• YOUR GOAL
Determine how many lines of the entries that follow contain "lane", and respond with that number alone.

**********

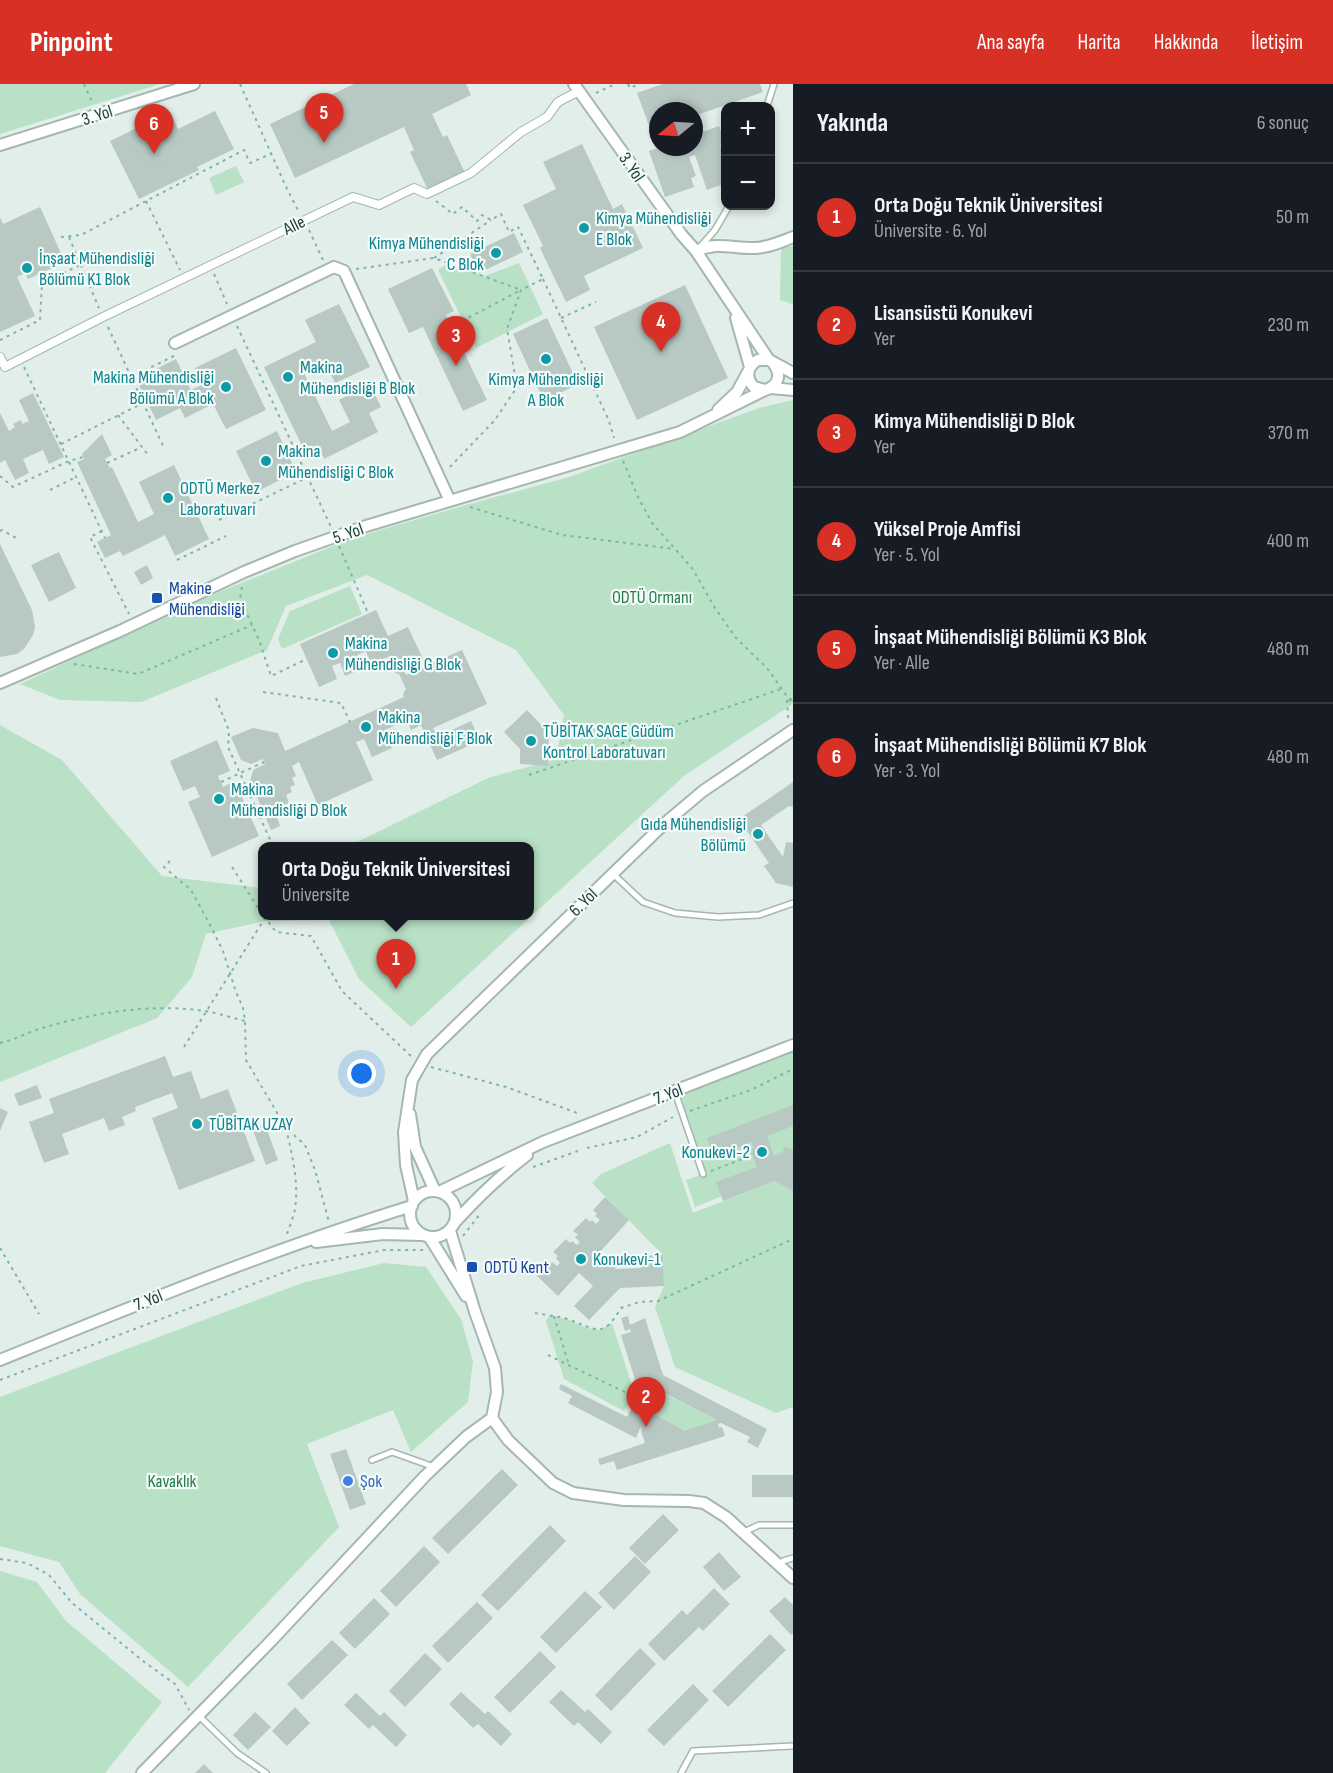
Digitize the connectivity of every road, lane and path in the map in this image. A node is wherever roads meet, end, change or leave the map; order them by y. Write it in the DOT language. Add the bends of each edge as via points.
graph roads {
  1 [pos="84,84"];
  2 [pos="194,84"];
  3 [pos="240,84"];
  4 [pos="615,84"];
  5 [pos="628,84"];
  6 [pos="639,84"];
  7 [pos="774,84"];
  8 [pos="579,91"];
  9 [pos="768,102"];
  10 [pos="97,115"];
  11 [pos="0,145"];
  12 [pos="271,154"];
  13 [pos="427,195"];
  14 [pos="146,201"];
  15 [pos="727,210"];
  16 [pos="304,220"];
  17 [pos="491,220"];
  18 [pos="61,237"];
  19 [pos="69,237"];
  20 [pos="793,237"];
  21 [pos="696,252"];
  22 [pos="434,258"];
  23 [pos="80,264"];
  24 [pos="210,266"];
  25 [pos="328,270"];
  26 [pos="344,271"];
  27 [pos="183,278"];
  28 [pos="543,279"];
  29 [pos="521,290"];
  30 [pos="596,302"];
  31 [pos="733,309"];
  32 [pos="232,315"];
  33 [pos="103,317"];
  34 [pos="561,318"];
  35 [pos="462,321"];
  36 [pos="0,339"];
  37 [pos="175,343"];
  38 [pos="0,357"];
  39 [pos="20,359"];
  40 [pos="771,361"];
  41 [pos="749,370"];
  42 [pos="793,373"];
  43 [pos="131,377"];
  44 [pos="767,389"];
  45 [pos="793,390"];
  46 [pos="143,402"];
  47 [pos="118,415"];
  48 [pos="708,418"];
  49 [pos="61,444"];
  50 [pos="142,447"];
  51 [pos="164,448"];
  52 [pos="619,452"];
  53 [pos="148,455"];
  54 [pos="83,457"];
  55 [pos="69,461"];
  56 [pos="107,463"];
  57 [pos="0,476"];
  58 [pos="76,477"];
  59 [pos="308,477"];
  60 [pos="439,478"];
  61 [pos="50,490"];
  62 [pos="450,501"];
  63 [pos="219,520"];
  64 [pos="0,531"];
  65 [pos="102,531"];
  66 [pos="226,536"];
  67 [pos="335,537"];
  68 [pos="105,538"];
  69 [pos="18,539"];
  70 [pos="675,549"];
  71 [pos="177,560"];
  72 [pos="240,599"];
  73 [pos="368,613"];
  74 [pos="134,624"];
  75 [pos="252,625"];
  76 [pos="307,659"];
  77 [pos="73,664"];
  78 [pos="0,682"];
  79 [pos="781,689"];
  80 [pos="263,692"];
  81 [pos="216,698"];
  82 [pos="787,698"];
  83 [pos="793,700"];
  84 [pos="793,705"];
  85 [pos="350,722"];
  86 [pos="791,731"];
  87 [pos="264,762"];
  88 [pos="240,773"];
  89 [pos="529,775"];
  90 [pos="220,782"];
  91 [pos="271,842"];
  92 [pos="170,861"];
  93 [pos="232,867"];
  94 [pos="612,873"];
  95 [pos="793,903"];
  96 [pos="258,907"];
  97 [pos="262,920"];
  98 [pos="267,920"];
  99 [pos="231,973"];
  100 [pos="206,1011"];
  101 [pos="245,1021"];
  102 [pos="0,1043"];
  103 [pos="793,1045"];
  104 [pos="184,1047"];
  105 [pos="420,1064"];
  106 [pos="675,1092"];
  107 [pos="408,1104"];
  108 [pos="599,1121"];
  109 [pos="286,1128"];
  110 [pos="543,1142"];
  111 [pos="578,1151"];
  112 [pos="746,1158"];
  113 [pos="531,1168"];
  114 [pos="703,1174"];
  115 [pos="437,1192"];
  116 [pos="413,1204"];
  117 [pos="481,1213"];
  118 [pos="453,1226"];
  119 [pos="331,1232"];
  120 [pos="427,1237"];
  121 [pos="793,1239"];
  122 [pos="454,1243"];
  123 [pos="297,1244"];
  124 [pos="0,1248"];
  125 [pos="438,1249"];
  126 [pos="282,1250"];
  127 [pos="475,1312"];
  128 [pos="535,1313"];
  129 [pos="39,1314"];
  130 [pos="554,1316"];
  131 [pos="549,1355"];
  132 [pos="0,1360"];
  133 [pos="569,1365"];
  134 [pos="0,1380"];
  135 [pos="637,1398"];
  136 [pos="492,1418"];
  137 [pos="372,1460"];
  138 [pos="434,1467"];
  139 [pos="793,1525"];
  140 [pos="744,1532"];
  141 [pos="793,1558"];
  142 [pos="0,1559"];
  143 [pos="778,1564"];
  144 [pos="793,1578"];
  145 [pos="195,1717"];
  146 [pos="793,1746"];
  147 [pos="142,1773"];
  148 [pos="266,1773"];
  149 [pos="681,1773"];
  1 -- 10 [label="path"];
  2 -- 10 [label="street, 3. Yol"];
  3 -- 12 [label="path"];
  4 -- 8 [label="path"];
  5 -- 6 [label="path" via="630,88"];
  7 -- 9 [label="lane"];
  8 -- 13 [label="street, Alle" via="558,102 547,117 521,132 471,174"];
  8 -- 21 [label="street, 3. Yol"];
  10 -- 11 [label="street, 3. Yol"];
  12 -- 14 [label="path" via="250,163 244,150"];
  12 -- 16 [label="path"];
  13 -- 16 [label="street, Alle" via="414,188 379,205 353,196"];
  13 -- 17 [label="path" via="453,214 462,207 477,221 482,215"];
  14 -- 19 [label="path" via="81,235"];
  14 -- 27 [label="path"];
  15 -- 21 [label="lane"];
  16 -- 24 [label="street, Alle"];
  16 -- 25 [label="path"];
  17 -- 22 [label="path"];
  17 -- 28 [label="path" via="501,214 509,231 518,227"];
  18 -- 19 [label="path"];
  19 -- 23 [label="path"];
  20 -- 21 [label="street" via="758,248 714,245"];
  21 -- 31 [label="street, 3. Yol"];
  22 -- 26 [label="path"];
  22 -- 29 [label="path"];
  23 -- 33 [label="path"];
  23 -- 36 [label="path" via="42,283 40,320"];
  24 -- 27 [label="street, Alle"];
  24 -- 32 [label="path"];
  25 -- 26 [label="street" via="334,267"];
  25 -- 32 [label="street"];
  26 -- 60 [label="street"];
  27 -- 33 [label="street, Alle"];
  28 -- 29 [label="path"];
  28 -- 34 [label="path"];
  29 -- 35 [label="path"];
  29 -- 60 [label="path" via="507,329 517,387 495,420"];
  30 -- 34 [label="path"];
  31 -- 40 [label="street, 3. Yol"];
  31 -- 41 [label="street, 3. Yol"];
  32 -- 37 [label="street"];
  32 -- 59 [label="path"];
  33 -- 39 [label="street, Alle"];
  33 -- 43 [label="path"];
  34 -- 52 [label="path" via="609,421"];
  37 -- 43 [label="path" via="180,353"];
  38 -- 39 [label="street" via="5,367"];
  39 -- 49 [label="path"];
  40 -- 41 [label="street" via="758,360"];
  40 -- 42 [label="street"];
  40 -- 44 [label="street" via="778,376"];
  41 -- 44 [label="street" via="751,383 760,390"];
  41 -- 48 [label="street, 5. Yol" via="737,392"];
  43 -- 46 [label="path"];
  44 -- 45 [label="street"];
  44 -- 48 [label="street, 5. Yol"];
  46 -- 47 [label="path"];
  46 -- 51 [label="path"];
  47 -- 49 [label="path"];
  47 -- 50 [label="path"];
  48 -- 52 [label="street, 5. Yol" via="680,432"];
  49 -- 55 [label="path"];
  50 -- 53 [label="path"];
  50 -- 56 [label="path"];
  52 -- 62 [label="street, 5. Yol"];
  52 -- 70 [label="path" via="652,523"];
  54 -- 55 [label="path"];
  55 -- 57 [label="path" via="13,487"];
  55 -- 58 [label="path"];
  58 -- 61 [label="path"];
  58 -- 65 [label="path"];
  59 -- 63 [label="path"];
  59 -- 67 [label="path"];
  60 -- 62 [label="street"];
  62 -- 67 [label="street, 5. Yol"];
  62 -- 70 [label="path" via="562,535"];
  64 -- 69 [label="path"];
  65 -- 68 [label="path"];
  65 -- 74 [label="path" via="90,537"];
  66 -- 71 [label="path"];
  67 -- 73 [label="path"];
  67 -- 74 [label="street, 5. Yol" via="244,572"];
  70 -- 79 [label="path" via="692,568 736,638 767,668"];
  72 -- 75 [label="path"];
  74 -- 78 [label="street, 5. Yol"];
  75 -- 76 [label="path" via="271,676"];
  75 -- 77 [label="path" via="138,674"];
  79 -- 82 [label="path"];
  79 -- 89 [label="path"];
  80 -- 85 [label="path" via="341,703"];
  81 -- 88 [label="path" via="229,731 228,747"];
  82 -- 83 [label="path"];
  82 -- 84 [label="path"];
  82 -- 86 [label="path"];
  86 -- 94 [label="street, 6. Yol" via="703,791"];
  87 -- 88 [label="path"];
  88 -- 90 [label="path"];
  88 -- 91 [label="path"];
  92 -- 99 [label="path" via="164,867 191,890"];
  93 -- 96 [label="path"];
  94 -- 95 [label="lane" via="643,902 675,913 759,915"];
  94 -- 105 [label="street, 6. Yol"];
  97 -- 99 [label="path"];
  98 -- 105 [label="path" via="276,932 311,936 342,991"];
  99 -- 100 [label="path"];
  99 -- 101 [label="path"];
  100 -- 101 [label="path"];
  100 -- 102 [label="path" via="159,1007 86,1017"];
  100 -- 104 [label="path"];
  101 -- 109 [label="path" via="246,1060"];
  103 -- 106 [label="street, 7. Yol"];
  105 -- 107 [label="street, 6. Yol" via="412,1080"];
  105 -- 108 [label="path" via="506,1087"];
  106 -- 108 [label="street, 7. Yol"];
  106 -- 114 [label="lane"];
  107 -- 115 [label="street, 6. Yol" via="415,1147"];
  107 -- 116 [label="street, 6. Yol" via="404,1132"];
  108 -- 110 [label="street, 7. Yol"];
  109 -- 119 [label="path" via="305,1144"];
  109 -- 126 [label="path" via="296,1184 295,1210"];
  110 -- 115 [label="street, 7. Yol"];
  110 -- 118 [label="street, 7. Yol" via="474,1201"];
  111 -- 113 [label="path"];
  112 -- 114 [label="path"];
  115 -- 116 [label="street, 7. Yol" via="423,1193"];
  115 -- 118 [label="street" via="451,1199 455,1206"];
  116 -- 119 [label="street, 7. Yol"];
  116 -- 120 [label="street" via="410,1218 417,1231"];
  117 -- 122 [label="path"];
  118 -- 120 [label="street, 7. Yol" via="445,1235"];
  118 -- 122 [label="street"];
  119 -- 123 [label="street, 7. Yol"];
  120 -- 123 [label="street, 7. Yol" via="383,1234"];
  120 -- 125 [label="street"];
  121 -- 130 [label="path" via="658,1302 639,1302 621,1308 612,1323 600,1330"];
  122 -- 127 [label="street"];
  123 -- 126 [label="street, 7. Yol"];
  124 -- 129 [label="path"];
  125 -- 127 [label="street"];
  125 -- 134 [label="path" via="384,1250 301,1266"];
  126 -- 132 [label="street, 7. Yol"];
  127 -- 136 [label="street" via="495,1368 497,1392"];
  128 -- 130 [label="path"];
  130 -- 133 [label="path"];
  131 -- 133 [label="path"];
  133 -- 135 [label="path"];
  136 -- 138 [label="street"];
  136 -- 140 [label="street" via="508,1440 553,1483 573,1492 624,1500 704,1503"];
  137 -- 138 [label="lane" via="392,1452"];
  138 -- 145 [label="street"];
  139 -- 140 [label="lane" via="759,1525"];
  140 -- 143 [label="street"];
  141 -- 143 [label="lane"];
  142 -- 145 [label="path" via="27,1563 49,1575 72,1603 175,1684"];
  143 -- 144 [label="street"];
  145 -- 147 [label="street"];
  145 -- 148 [label="lane"];
  146 -- 149 [label="lane" via="693,1751"];
}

**********

• WRITTEN ANSWER
10